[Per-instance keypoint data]

= = =

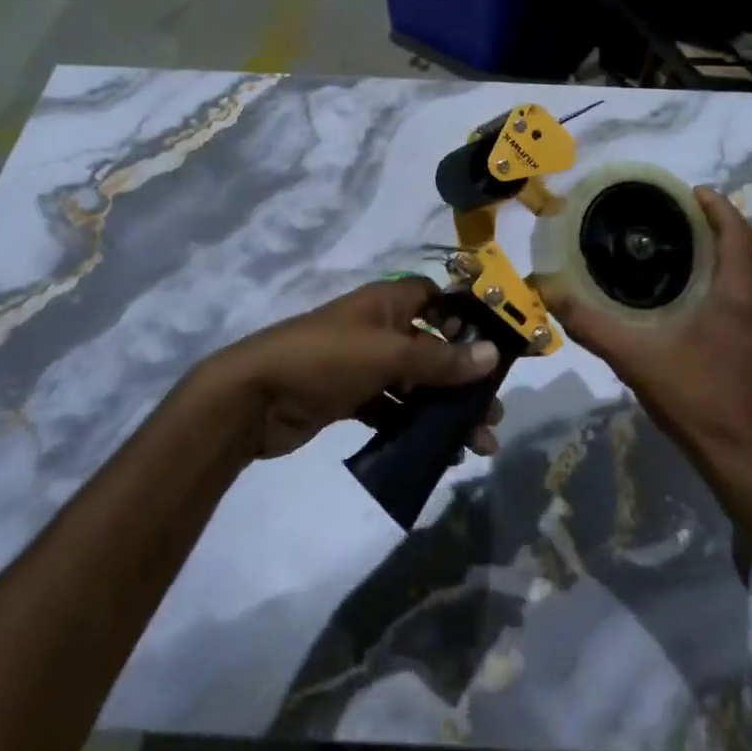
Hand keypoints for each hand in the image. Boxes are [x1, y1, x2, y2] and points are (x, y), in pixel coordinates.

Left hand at [207, 277, 504, 459]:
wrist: (252, 399)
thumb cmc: (323, 359)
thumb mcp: (386, 355)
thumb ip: (439, 359)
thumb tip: (493, 356)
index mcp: (387, 302)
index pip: (437, 297)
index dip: (468, 316)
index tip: (500, 345)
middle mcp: (379, 328)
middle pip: (433, 346)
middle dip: (465, 377)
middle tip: (494, 411)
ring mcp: (364, 365)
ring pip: (417, 383)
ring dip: (445, 409)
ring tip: (476, 443)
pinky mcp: (351, 398)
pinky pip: (394, 409)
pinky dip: (415, 426)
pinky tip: (439, 452)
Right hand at [551, 187, 751, 477]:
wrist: (742, 456)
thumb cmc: (693, 398)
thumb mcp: (634, 358)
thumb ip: (590, 324)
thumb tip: (549, 290)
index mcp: (739, 294)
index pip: (737, 231)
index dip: (717, 206)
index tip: (690, 192)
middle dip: (728, 220)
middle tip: (689, 214)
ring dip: (738, 246)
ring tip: (697, 243)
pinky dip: (742, 271)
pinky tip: (709, 288)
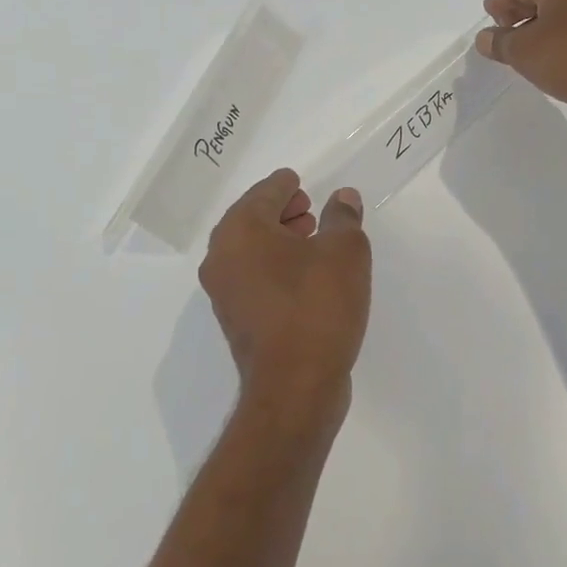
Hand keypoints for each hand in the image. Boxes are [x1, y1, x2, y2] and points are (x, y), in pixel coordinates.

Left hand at [198, 169, 371, 414]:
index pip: (263, 193)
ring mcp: (225, 294)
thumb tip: (343, 198)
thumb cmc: (317, 306)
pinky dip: (276, 266)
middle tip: (310, 207)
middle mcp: (222, 258)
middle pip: (251, 221)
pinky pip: (255, 278)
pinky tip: (307, 274)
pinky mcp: (238, 321)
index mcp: (240, 232)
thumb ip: (344, 218)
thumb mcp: (345, 252)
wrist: (295, 386)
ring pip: (251, 251)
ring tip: (314, 238)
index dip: (284, 184)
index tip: (298, 180)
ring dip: (279, 240)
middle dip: (281, 211)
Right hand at [475, 0, 566, 127]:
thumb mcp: (525, 53)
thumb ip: (500, 43)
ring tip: (528, 51)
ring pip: (563, 6)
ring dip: (543, 24)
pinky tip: (557, 55)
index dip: (497, 5)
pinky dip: (564, 32)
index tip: (490, 27)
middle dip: (520, 13)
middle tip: (506, 39)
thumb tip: (485, 38)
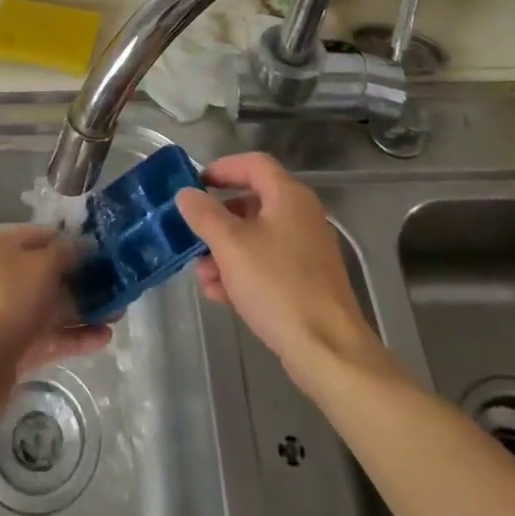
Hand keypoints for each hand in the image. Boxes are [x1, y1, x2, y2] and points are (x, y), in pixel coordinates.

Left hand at [0, 226, 110, 408]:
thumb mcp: (42, 265)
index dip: (72, 242)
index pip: (43, 237)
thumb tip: (84, 243)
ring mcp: (9, 313)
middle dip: (83, 281)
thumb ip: (66, 252)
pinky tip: (104, 338)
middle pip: (50, 274)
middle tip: (116, 287)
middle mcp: (4, 276)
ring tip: (118, 315)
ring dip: (84, 311)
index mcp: (2, 248)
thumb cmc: (8, 299)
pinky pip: (50, 336)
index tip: (102, 252)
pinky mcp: (17, 346)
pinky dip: (75, 336)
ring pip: (53, 307)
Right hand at [175, 153, 385, 386]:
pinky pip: (267, 265)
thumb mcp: (230, 245)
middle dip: (217, 219)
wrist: (327, 351)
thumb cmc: (277, 285)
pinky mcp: (307, 283)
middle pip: (252, 203)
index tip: (195, 183)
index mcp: (289, 197)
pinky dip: (242, 272)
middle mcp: (302, 217)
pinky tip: (220, 295)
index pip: (253, 164)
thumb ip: (204, 214)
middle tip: (193, 233)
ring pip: (256, 238)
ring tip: (202, 275)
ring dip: (224, 251)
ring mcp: (307, 252)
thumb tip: (187, 193)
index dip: (222, 168)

= = =

WHAT YOU SHOULD DO: Respond with the exact lines running from the one that contains "middle pip: (252, 203)" through the last line of the data above, and no other lines.

SOLUTION BELOW:
middle pip: (252, 203)
index tip: (195, 183)
index mcp: (289, 197)
pinky dip: (242, 272)
middle mcp: (302, 217)
pinky tip: (220, 295)
index pip: (253, 164)
thumb ip: (204, 214)
middle tip: (193, 233)
ring pip: (256, 238)
ring tip: (202, 275)
ring dip: (224, 251)
ring mcp: (307, 252)
thumb tip: (187, 193)
index dip: (222, 168)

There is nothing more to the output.